Stored items
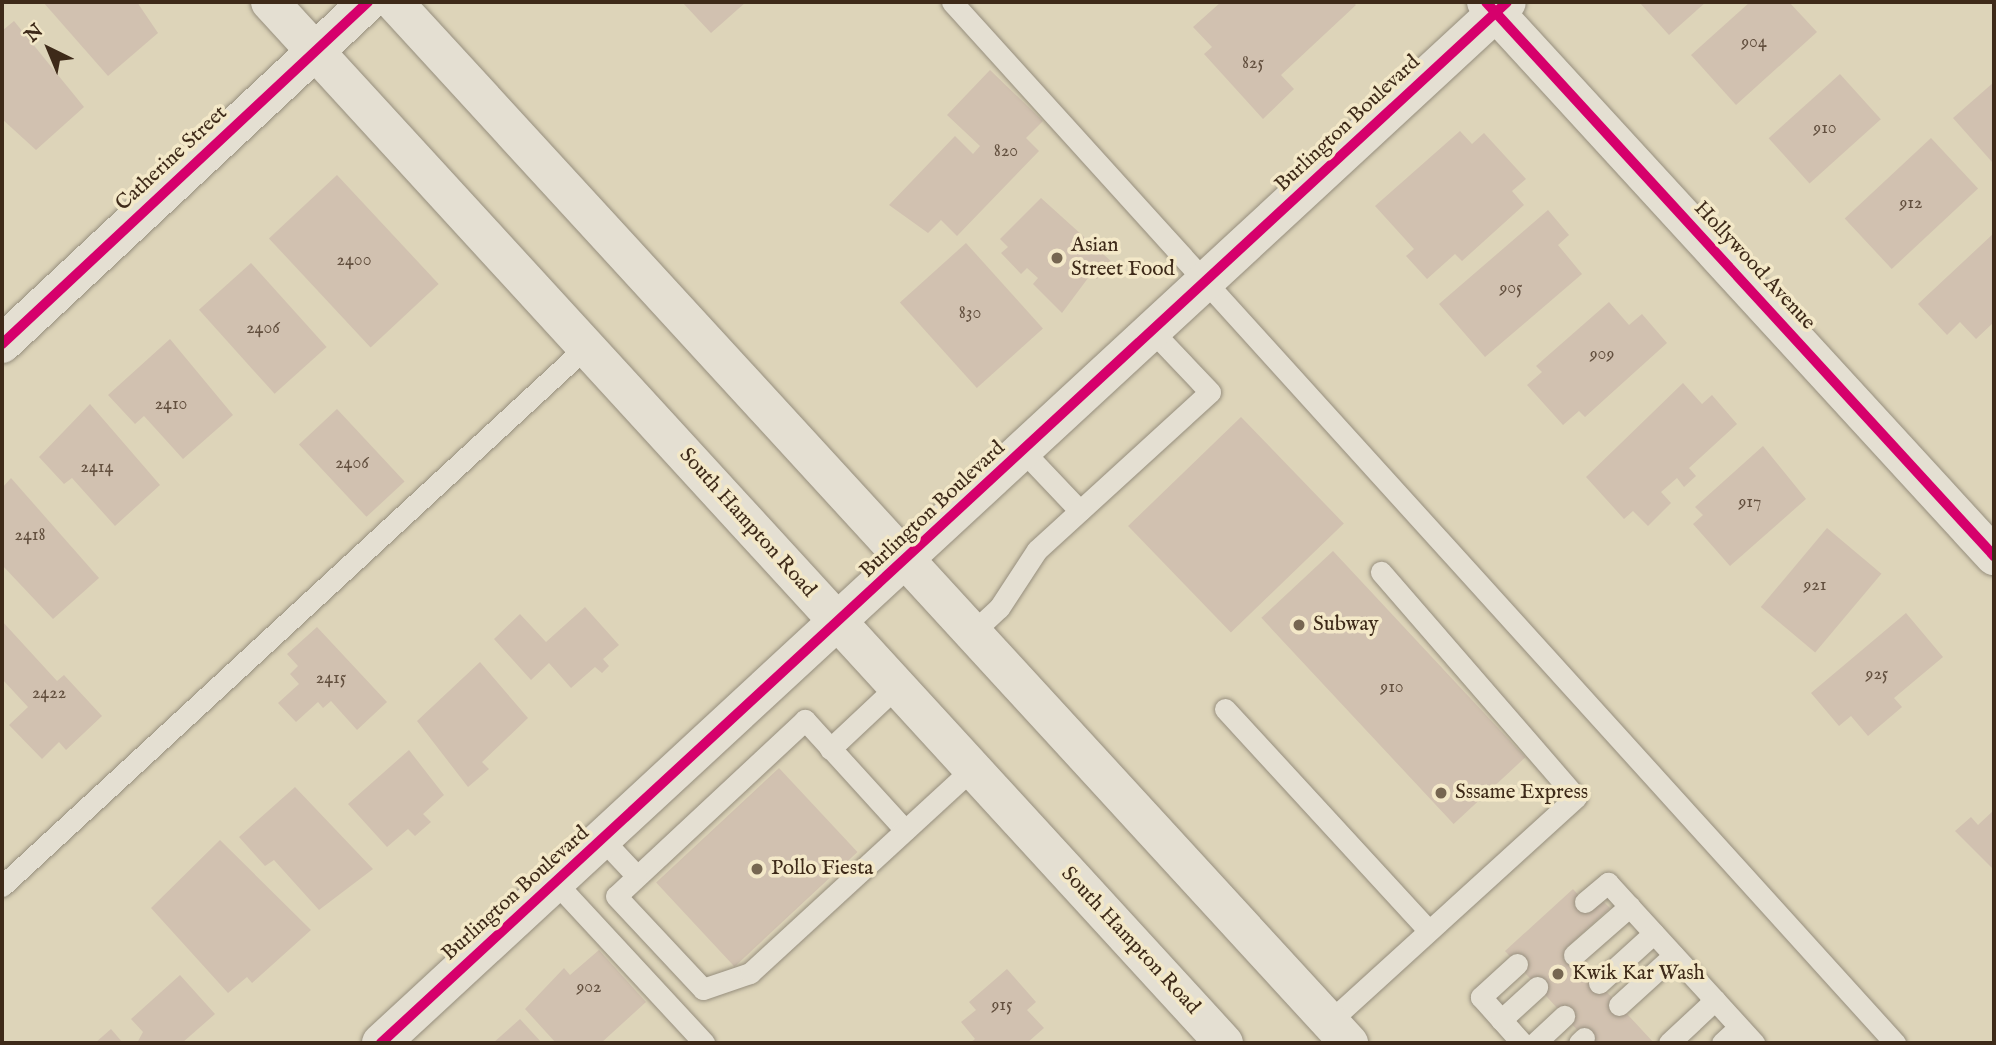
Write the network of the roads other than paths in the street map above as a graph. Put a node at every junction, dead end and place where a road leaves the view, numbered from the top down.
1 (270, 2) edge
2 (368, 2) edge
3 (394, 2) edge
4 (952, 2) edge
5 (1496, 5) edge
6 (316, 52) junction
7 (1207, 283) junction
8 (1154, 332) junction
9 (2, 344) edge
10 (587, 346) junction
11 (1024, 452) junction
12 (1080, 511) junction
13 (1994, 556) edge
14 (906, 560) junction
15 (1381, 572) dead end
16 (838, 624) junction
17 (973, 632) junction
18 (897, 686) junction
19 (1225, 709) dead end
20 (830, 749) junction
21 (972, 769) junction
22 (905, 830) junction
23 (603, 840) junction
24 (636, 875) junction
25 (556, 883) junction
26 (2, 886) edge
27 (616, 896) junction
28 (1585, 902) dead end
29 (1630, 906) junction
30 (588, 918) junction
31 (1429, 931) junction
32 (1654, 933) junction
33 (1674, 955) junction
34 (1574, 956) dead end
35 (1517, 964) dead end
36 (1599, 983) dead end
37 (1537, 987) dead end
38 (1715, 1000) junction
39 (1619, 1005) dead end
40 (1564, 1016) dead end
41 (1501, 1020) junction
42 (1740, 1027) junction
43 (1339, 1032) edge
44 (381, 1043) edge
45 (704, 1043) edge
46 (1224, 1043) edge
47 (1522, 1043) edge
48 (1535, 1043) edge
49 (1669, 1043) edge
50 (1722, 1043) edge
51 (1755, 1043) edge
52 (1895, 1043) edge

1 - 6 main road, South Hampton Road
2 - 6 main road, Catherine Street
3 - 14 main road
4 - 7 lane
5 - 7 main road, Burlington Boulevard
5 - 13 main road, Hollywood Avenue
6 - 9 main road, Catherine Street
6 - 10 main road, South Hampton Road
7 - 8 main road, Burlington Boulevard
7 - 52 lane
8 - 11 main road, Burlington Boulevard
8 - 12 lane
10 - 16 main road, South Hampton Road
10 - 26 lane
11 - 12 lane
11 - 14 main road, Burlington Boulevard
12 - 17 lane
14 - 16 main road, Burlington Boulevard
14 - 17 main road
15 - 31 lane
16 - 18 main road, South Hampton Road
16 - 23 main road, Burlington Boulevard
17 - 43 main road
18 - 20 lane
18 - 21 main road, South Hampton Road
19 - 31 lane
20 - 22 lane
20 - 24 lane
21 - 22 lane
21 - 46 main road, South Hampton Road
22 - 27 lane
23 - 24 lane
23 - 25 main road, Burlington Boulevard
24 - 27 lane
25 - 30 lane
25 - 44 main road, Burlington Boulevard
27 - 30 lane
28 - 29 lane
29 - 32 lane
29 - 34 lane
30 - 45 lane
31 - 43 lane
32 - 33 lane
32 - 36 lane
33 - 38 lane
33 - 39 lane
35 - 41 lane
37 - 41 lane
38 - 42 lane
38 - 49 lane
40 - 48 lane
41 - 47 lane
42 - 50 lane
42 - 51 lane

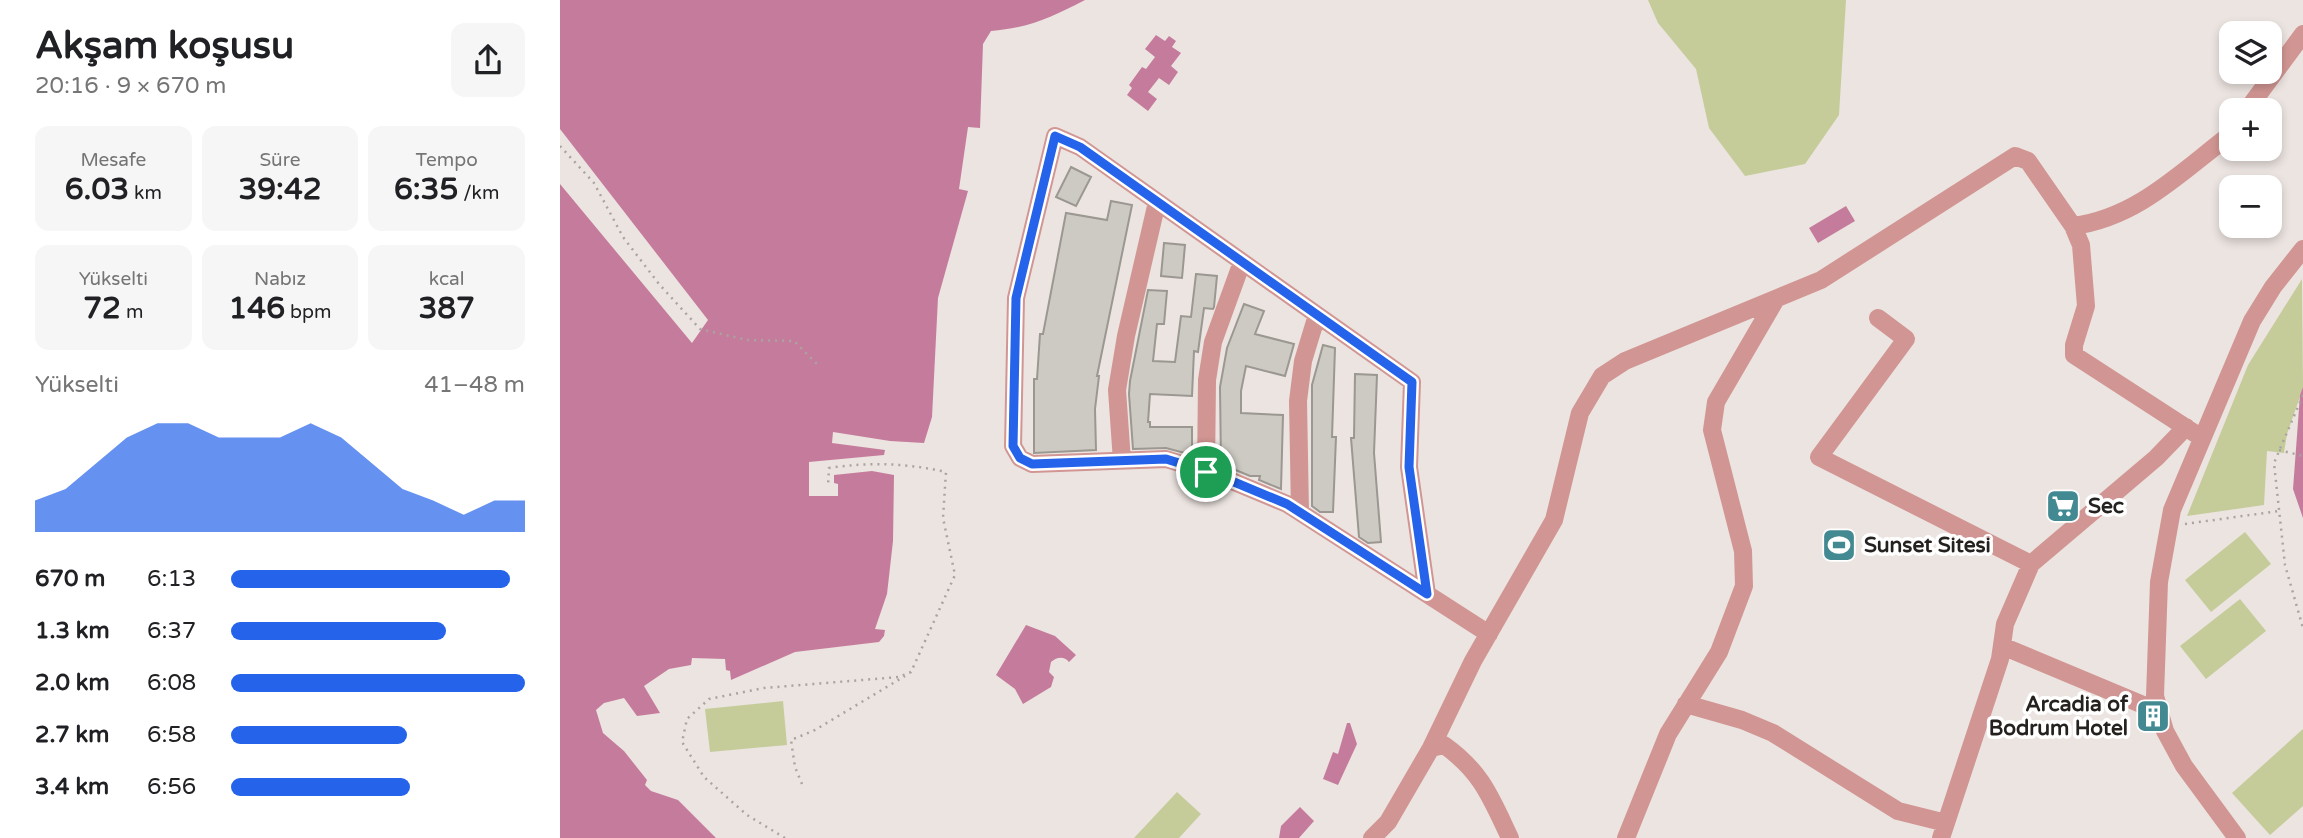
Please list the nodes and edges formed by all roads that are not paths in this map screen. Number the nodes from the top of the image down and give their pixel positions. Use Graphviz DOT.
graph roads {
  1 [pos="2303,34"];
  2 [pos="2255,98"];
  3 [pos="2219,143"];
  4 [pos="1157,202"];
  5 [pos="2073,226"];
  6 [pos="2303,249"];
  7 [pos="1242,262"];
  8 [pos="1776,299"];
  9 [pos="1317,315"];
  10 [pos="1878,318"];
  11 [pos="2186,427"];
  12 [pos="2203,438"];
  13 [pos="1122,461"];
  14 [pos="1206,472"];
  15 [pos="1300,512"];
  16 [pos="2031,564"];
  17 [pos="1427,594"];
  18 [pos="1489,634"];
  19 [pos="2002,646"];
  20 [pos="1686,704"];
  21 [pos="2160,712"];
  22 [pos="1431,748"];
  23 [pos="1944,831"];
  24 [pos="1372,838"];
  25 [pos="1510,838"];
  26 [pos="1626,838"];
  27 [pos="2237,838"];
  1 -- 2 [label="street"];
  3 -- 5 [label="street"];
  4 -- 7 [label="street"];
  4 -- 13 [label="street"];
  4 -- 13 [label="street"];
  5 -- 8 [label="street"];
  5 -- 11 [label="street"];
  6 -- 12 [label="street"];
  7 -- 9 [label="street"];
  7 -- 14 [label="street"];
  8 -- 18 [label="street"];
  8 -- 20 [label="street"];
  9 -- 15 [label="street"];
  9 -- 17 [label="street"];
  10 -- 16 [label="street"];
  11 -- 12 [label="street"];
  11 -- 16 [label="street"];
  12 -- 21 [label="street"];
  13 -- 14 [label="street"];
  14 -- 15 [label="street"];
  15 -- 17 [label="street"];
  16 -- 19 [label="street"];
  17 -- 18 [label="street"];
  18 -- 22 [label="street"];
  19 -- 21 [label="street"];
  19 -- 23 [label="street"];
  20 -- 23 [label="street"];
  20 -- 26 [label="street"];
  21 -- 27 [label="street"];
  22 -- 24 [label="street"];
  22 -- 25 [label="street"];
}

**Work instructions:**
Without copying the pictures, transcribe the entries exactly.

**Exercise solution:**
Write the network of the roads other than paths in the street map above as a graph. Put a node at every junction, dead end and place where a road leaves the view, numbered from the top down.
1 (270, 2) edge
2 (368, 2) edge
3 (394, 2) edge
4 (952, 2) edge
5 (1496, 5) edge
6 (316, 52) junction
7 (1207, 283) junction
8 (1154, 332) junction
9 (2, 344) edge
10 (587, 346) junction
11 (1024, 452) junction
12 (1080, 511) junction
13 (1994, 556) edge
14 (906, 560) junction
15 (1381, 572) dead end
16 (838, 624) junction
17 (973, 632) junction
18 (897, 686) junction
19 (1225, 709) dead end
20 (830, 749) junction
21 (972, 769) junction
22 (905, 830) junction
23 (603, 840) junction
24 (636, 875) junction
25 (556, 883) junction
26 (2, 886) edge
27 (616, 896) junction
28 (1585, 902) dead end
29 (1630, 906) junction
30 (588, 918) junction
31 (1429, 931) junction
32 (1654, 933) junction
33 (1674, 955) junction
34 (1574, 956) dead end
35 (1517, 964) dead end
36 (1599, 983) dead end
37 (1537, 987) dead end
38 (1715, 1000) junction
39 (1619, 1005) dead end
40 (1564, 1016) dead end
41 (1501, 1020) junction
42 (1740, 1027) junction
43 (1339, 1032) edge
44 (381, 1043) edge
45 (704, 1043) edge
46 (1224, 1043) edge
47 (1522, 1043) edge
48 (1535, 1043) edge
49 (1669, 1043) edge
50 (1722, 1043) edge
51 (1755, 1043) edge
52 (1895, 1043) edge

1 - 6 main road, South Hampton Road
2 - 6 main road, Catherine Street
3 - 14 main road
4 - 7 lane
5 - 7 main road, Burlington Boulevard
5 - 13 main road, Hollywood Avenue
6 - 9 main road, Catherine Street
6 - 10 main road, South Hampton Road
7 - 8 main road, Burlington Boulevard
7 - 52 lane
8 - 11 main road, Burlington Boulevard
8 - 12 lane
10 - 16 main road, South Hampton Road
10 - 26 lane
11 - 12 lane
11 - 14 main road, Burlington Boulevard
12 - 17 lane
14 - 16 main road, Burlington Boulevard
14 - 17 main road
15 - 31 lane
16 - 18 main road, South Hampton Road
16 - 23 main road, Burlington Boulevard
17 - 43 main road
18 - 20 lane
18 - 21 main road, South Hampton Road
19 - 31 lane
20 - 22 lane
20 - 24 lane
21 - 22 lane
21 - 46 main road, South Hampton Road
22 - 27 lane
23 - 24 lane
23 - 25 main road, Burlington Boulevard
24 - 27 lane
25 - 30 lane
25 - 44 main road, Burlington Boulevard
27 - 30 lane
28 - 29 lane
29 - 32 lane
29 - 34 lane
30 - 45 lane
31 - 43 lane
32 - 33 lane
32 - 36 lane
33 - 38 lane
33 - 39 lane
35 - 41 lane
37 - 41 lane
38 - 42 lane
38 - 49 lane
40 - 48 lane
41 - 47 lane
42 - 50 lane
42 - 51 lane

Please list the nodes and edges formed by all roads that are not paths in this map screen. Number the nodes from the top of the image down and give their pixel positions. Use Graphviz DOT.
graph roads {
  1 [pos="2303,34"];
  2 [pos="2255,98"];
  3 [pos="2219,143"];
  4 [pos="1157,202"];
  5 [pos="2073,226"];
  6 [pos="2303,249"];
  7 [pos="1242,262"];
  8 [pos="1776,299"];
  9 [pos="1317,315"];
  10 [pos="1878,318"];
  11 [pos="2186,427"];
  12 [pos="2203,438"];
  13 [pos="1122,461"];
  14 [pos="1206,472"];
  15 [pos="1300,512"];
  16 [pos="2031,564"];
  17 [pos="1427,594"];
  18 [pos="1489,634"];
  19 [pos="2002,646"];
  20 [pos="1686,704"];
  21 [pos="2160,712"];
  22 [pos="1431,748"];
  23 [pos="1944,831"];
  24 [pos="1372,838"];
  25 [pos="1510,838"];
  26 [pos="1626,838"];
  27 [pos="2237,838"];
  1 -- 2 [label="street"];
  3 -- 5 [label="street"];
  4 -- 7 [label="street"];
  4 -- 13 [label="street"];
  4 -- 13 [label="street"];
  5 -- 8 [label="street"];
  5 -- 11 [label="street"];
  6 -- 12 [label="street"];
  7 -- 9 [label="street"];
  7 -- 14 [label="street"];
  8 -- 18 [label="street"];
  8 -- 20 [label="street"];
  9 -- 15 [label="street"];
  9 -- 17 [label="street"];
  10 -- 16 [label="street"];
  11 -- 12 [label="street"];
  11 -- 16 [label="street"];
  12 -- 21 [label="street"];
  13 -- 14 [label="street"];
  14 -- 15 [label="street"];
  15 -- 17 [label="street"];
  16 -- 19 [label="street"];
  17 -- 18 [label="street"];
  18 -- 22 [label="street"];
  19 -- 21 [label="street"];
  19 -- 23 [label="street"];
  20 -- 23 [label="street"];
  20 -- 26 [label="street"];
  21 -- 27 [label="street"];
  22 -- 24 [label="street"];
  22 -- 25 [label="street"];
}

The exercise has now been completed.